Task brief
A single total is needed, the number of lines of this listing that contain the string "roads".

Provided data
-- -- --

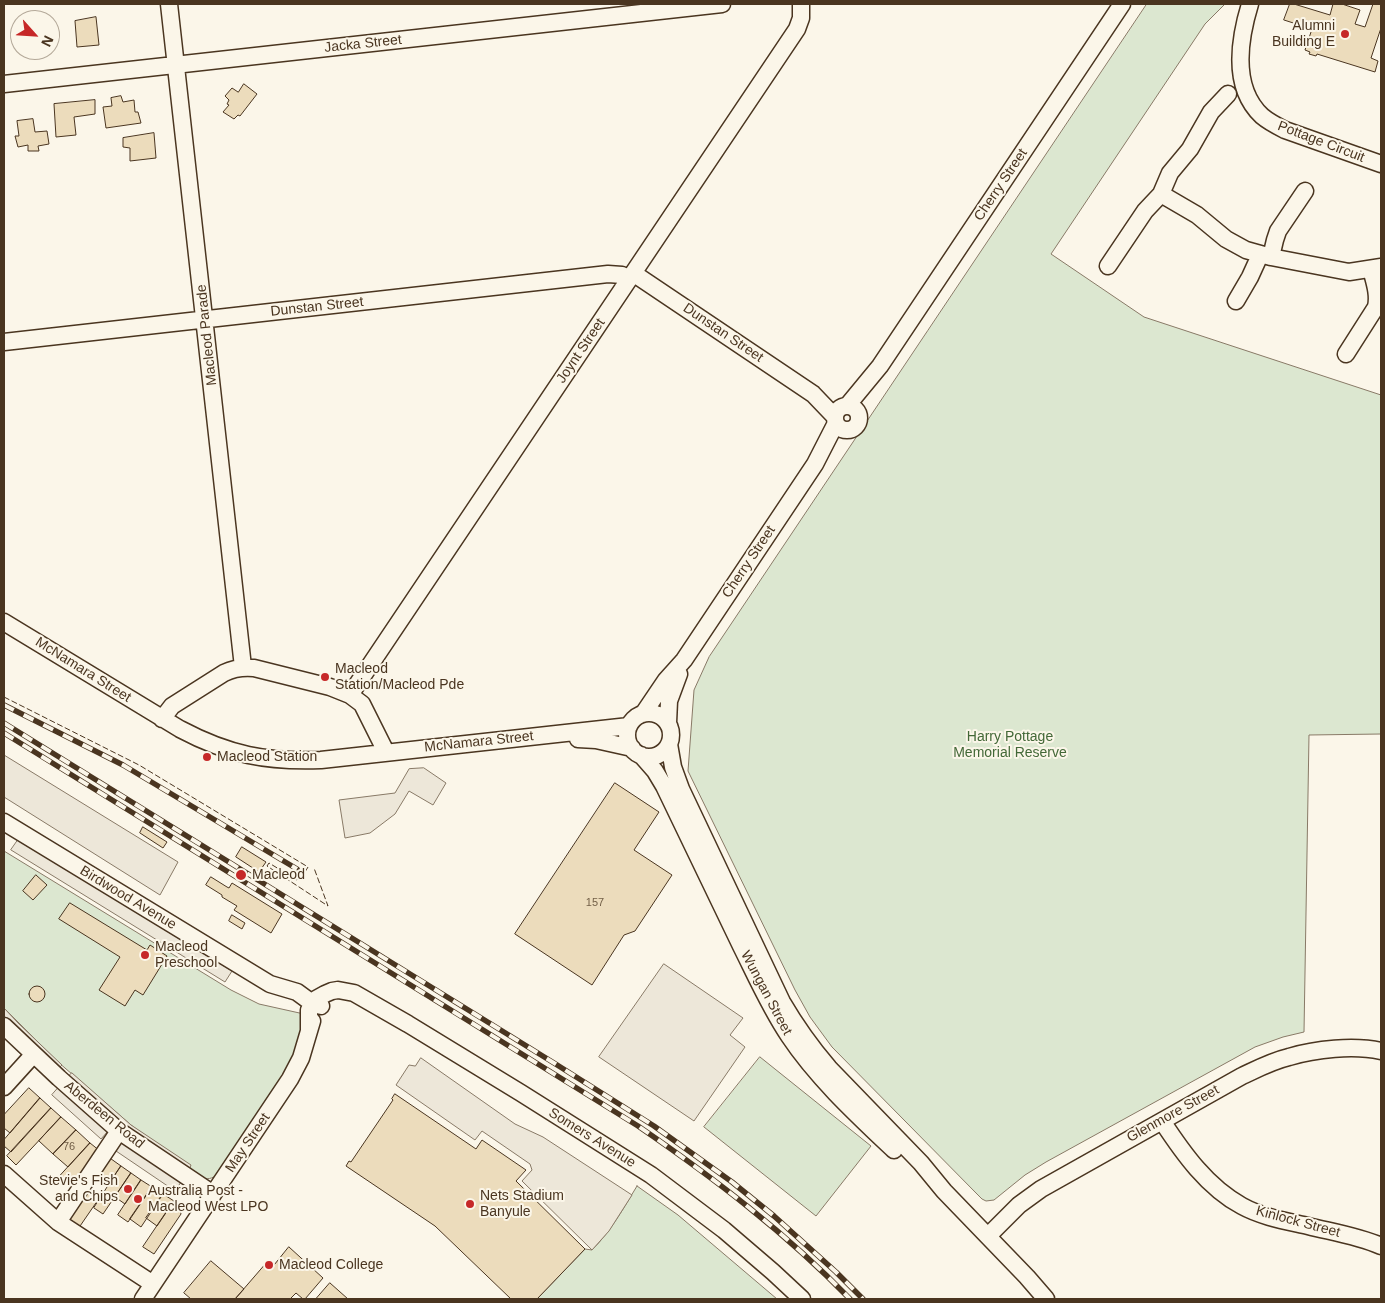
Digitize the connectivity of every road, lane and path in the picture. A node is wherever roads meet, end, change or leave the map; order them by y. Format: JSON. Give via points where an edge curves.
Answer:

-- -- --

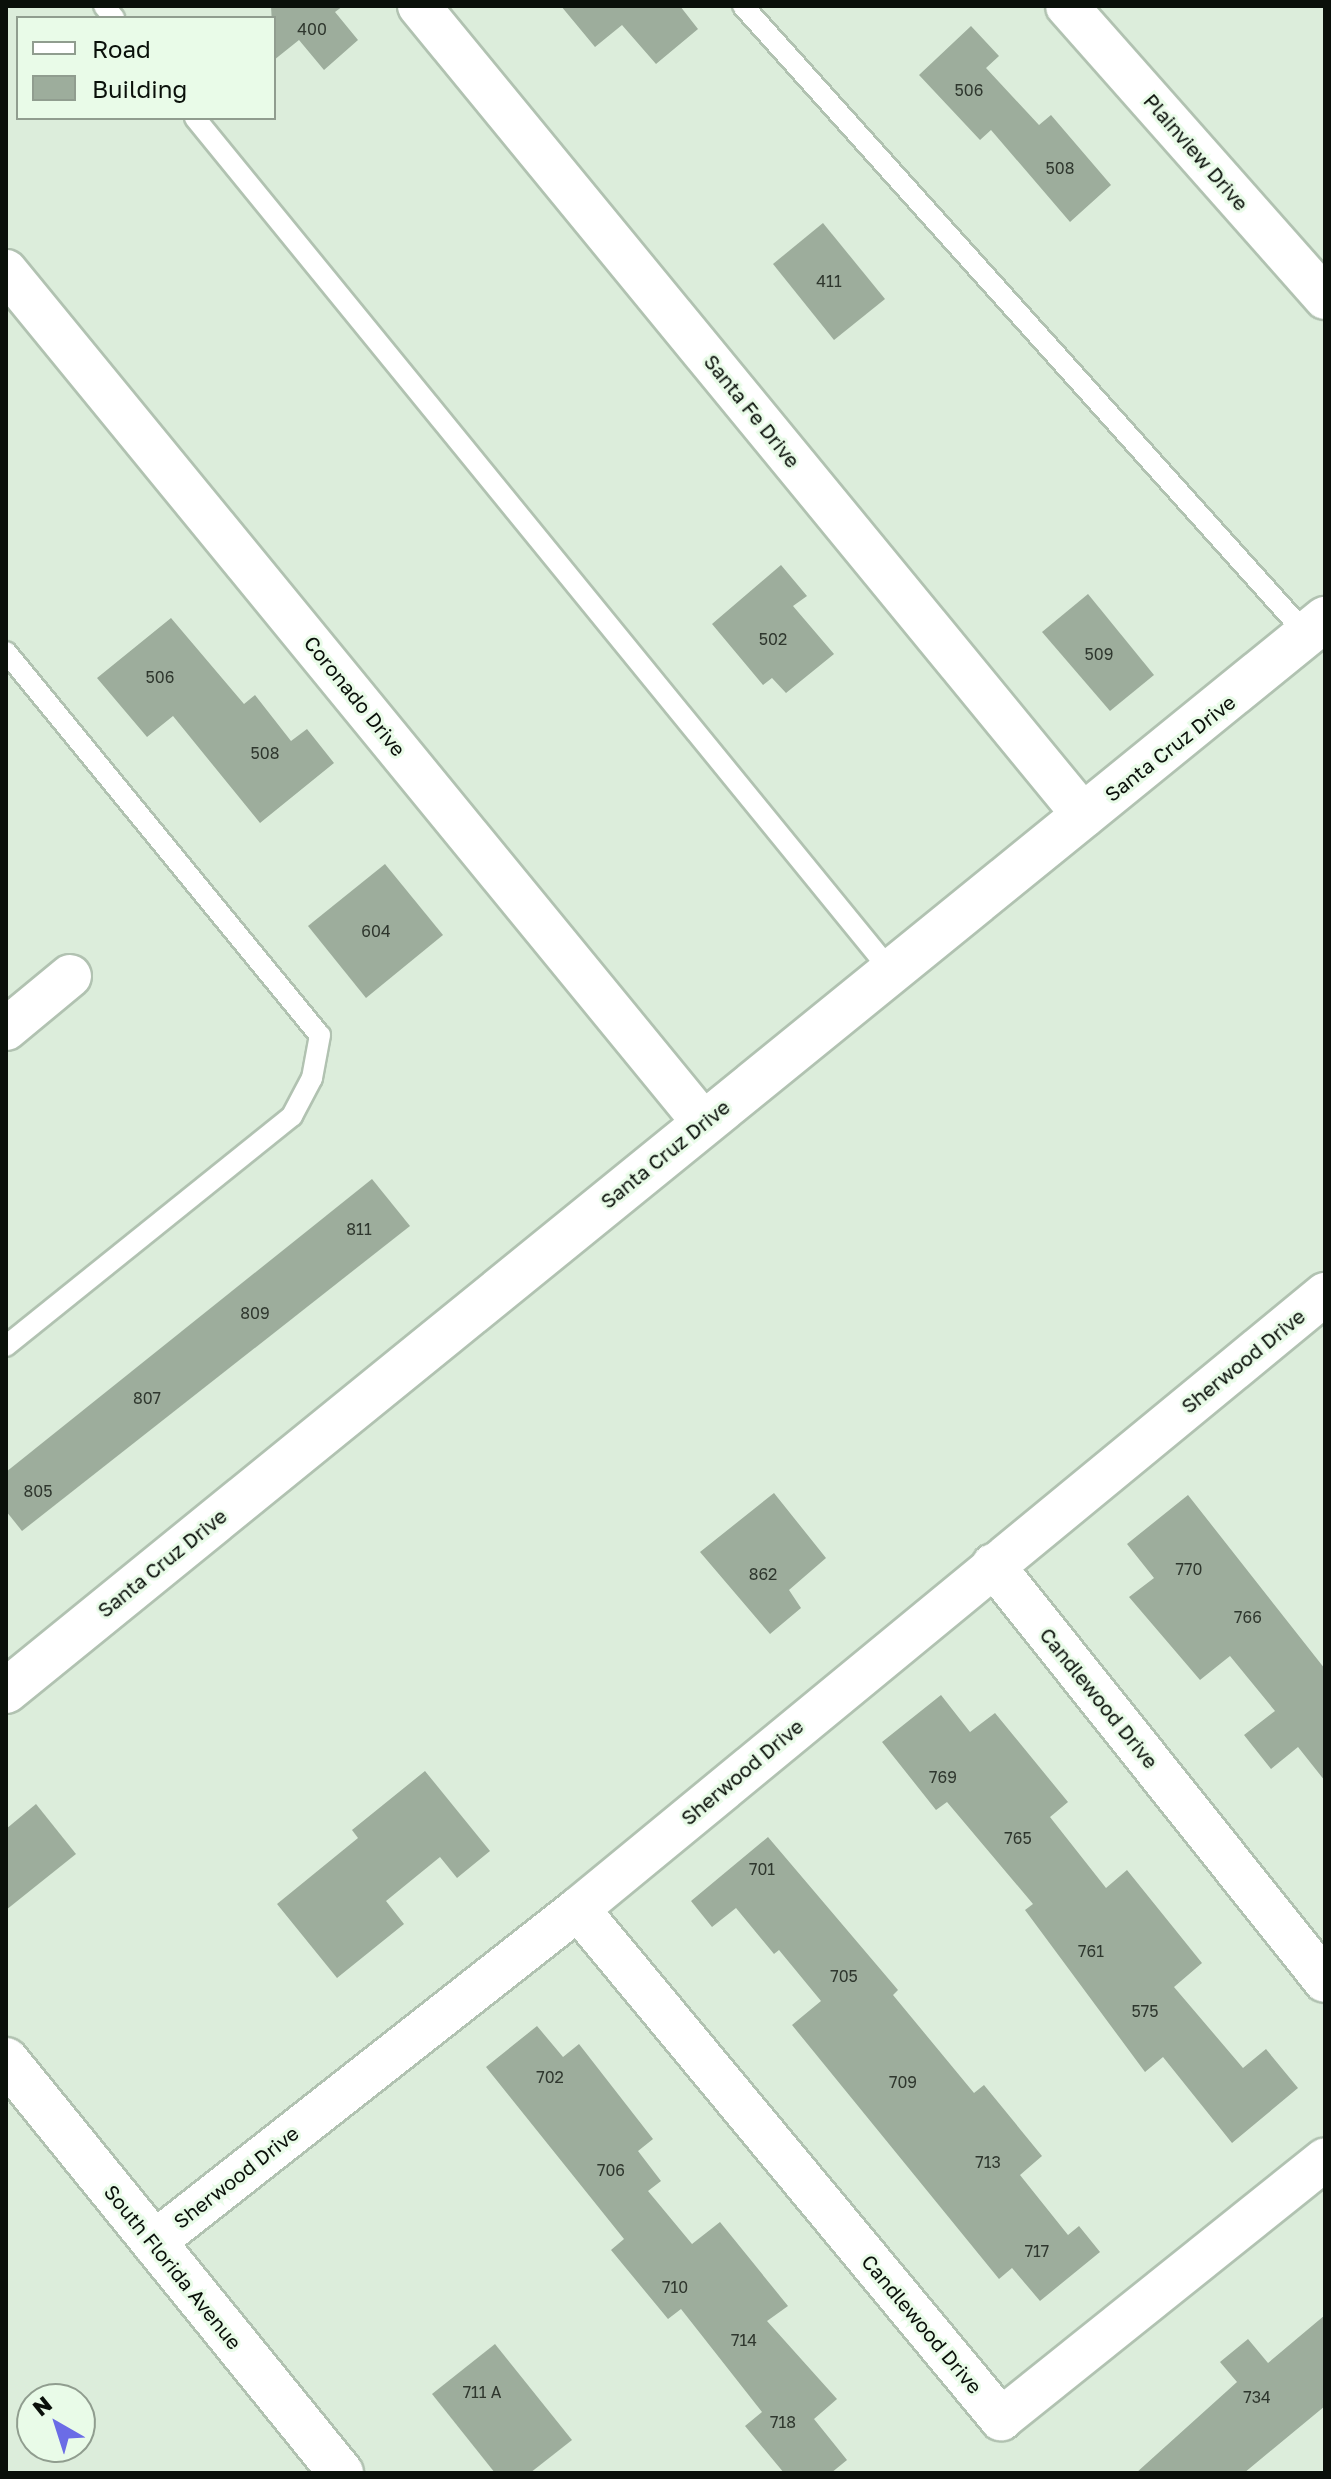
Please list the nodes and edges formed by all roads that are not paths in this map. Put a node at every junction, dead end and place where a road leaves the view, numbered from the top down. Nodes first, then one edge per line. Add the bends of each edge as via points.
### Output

-- -- --

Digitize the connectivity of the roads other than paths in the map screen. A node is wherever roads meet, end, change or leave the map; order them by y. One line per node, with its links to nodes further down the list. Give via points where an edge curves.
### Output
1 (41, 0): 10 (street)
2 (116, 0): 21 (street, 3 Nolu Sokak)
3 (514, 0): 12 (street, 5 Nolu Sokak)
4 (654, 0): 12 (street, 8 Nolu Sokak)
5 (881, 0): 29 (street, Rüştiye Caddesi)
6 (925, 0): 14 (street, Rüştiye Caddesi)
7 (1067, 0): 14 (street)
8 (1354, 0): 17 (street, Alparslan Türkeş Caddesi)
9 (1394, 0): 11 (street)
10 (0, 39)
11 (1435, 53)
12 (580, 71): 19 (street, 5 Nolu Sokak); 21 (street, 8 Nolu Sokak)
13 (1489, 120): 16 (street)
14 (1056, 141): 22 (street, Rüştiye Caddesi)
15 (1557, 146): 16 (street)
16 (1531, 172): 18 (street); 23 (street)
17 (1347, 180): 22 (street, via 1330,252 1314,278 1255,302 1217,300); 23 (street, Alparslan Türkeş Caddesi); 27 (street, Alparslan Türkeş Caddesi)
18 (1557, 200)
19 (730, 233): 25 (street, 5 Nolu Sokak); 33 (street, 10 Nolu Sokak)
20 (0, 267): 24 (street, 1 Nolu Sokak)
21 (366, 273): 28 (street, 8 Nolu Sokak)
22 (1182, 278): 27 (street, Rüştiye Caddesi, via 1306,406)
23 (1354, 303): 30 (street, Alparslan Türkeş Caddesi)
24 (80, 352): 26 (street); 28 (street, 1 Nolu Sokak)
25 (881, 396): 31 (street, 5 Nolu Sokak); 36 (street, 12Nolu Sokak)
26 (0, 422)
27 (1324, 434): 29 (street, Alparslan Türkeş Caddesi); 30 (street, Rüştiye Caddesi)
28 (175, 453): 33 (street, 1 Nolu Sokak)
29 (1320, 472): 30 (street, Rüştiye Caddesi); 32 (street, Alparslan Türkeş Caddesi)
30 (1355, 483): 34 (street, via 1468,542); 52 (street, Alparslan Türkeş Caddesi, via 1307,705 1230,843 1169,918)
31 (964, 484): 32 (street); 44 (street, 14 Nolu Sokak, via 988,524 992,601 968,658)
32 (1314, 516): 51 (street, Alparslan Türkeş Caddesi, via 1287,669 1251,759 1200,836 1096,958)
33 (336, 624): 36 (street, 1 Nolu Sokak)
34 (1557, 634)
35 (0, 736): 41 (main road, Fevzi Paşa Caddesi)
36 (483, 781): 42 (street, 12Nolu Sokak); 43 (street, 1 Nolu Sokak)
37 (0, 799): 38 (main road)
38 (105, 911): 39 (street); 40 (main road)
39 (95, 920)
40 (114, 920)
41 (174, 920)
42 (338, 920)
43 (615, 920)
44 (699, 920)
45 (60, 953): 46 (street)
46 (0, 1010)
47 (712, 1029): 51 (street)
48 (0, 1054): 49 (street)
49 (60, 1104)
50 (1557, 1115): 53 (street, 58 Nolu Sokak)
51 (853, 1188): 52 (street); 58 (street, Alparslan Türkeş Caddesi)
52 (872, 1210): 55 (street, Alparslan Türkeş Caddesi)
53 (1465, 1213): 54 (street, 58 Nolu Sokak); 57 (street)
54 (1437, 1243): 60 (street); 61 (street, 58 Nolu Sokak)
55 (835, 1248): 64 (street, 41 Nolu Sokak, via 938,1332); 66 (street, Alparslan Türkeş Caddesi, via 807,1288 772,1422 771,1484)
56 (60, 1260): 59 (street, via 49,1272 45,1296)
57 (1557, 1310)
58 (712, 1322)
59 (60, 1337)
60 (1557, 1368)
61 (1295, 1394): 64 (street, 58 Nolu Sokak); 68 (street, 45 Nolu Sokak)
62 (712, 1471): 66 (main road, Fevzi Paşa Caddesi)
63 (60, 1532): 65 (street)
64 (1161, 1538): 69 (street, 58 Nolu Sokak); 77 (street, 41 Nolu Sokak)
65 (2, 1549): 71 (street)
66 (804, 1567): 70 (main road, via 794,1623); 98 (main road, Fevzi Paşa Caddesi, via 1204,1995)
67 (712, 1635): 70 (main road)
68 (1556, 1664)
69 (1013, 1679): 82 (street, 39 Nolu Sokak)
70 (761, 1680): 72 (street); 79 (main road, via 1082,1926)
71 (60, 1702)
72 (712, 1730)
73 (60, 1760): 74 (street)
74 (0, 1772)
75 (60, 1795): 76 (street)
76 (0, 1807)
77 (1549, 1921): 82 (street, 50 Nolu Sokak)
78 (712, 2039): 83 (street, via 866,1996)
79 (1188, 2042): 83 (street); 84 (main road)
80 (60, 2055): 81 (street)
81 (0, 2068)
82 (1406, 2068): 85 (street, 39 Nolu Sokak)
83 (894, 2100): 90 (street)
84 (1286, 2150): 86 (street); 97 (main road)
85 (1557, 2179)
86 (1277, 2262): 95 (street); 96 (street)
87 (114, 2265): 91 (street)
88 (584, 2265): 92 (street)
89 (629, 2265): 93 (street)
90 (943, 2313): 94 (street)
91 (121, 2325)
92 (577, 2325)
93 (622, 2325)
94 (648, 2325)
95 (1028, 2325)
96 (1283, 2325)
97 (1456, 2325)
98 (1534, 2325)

-- -- --

Result below
3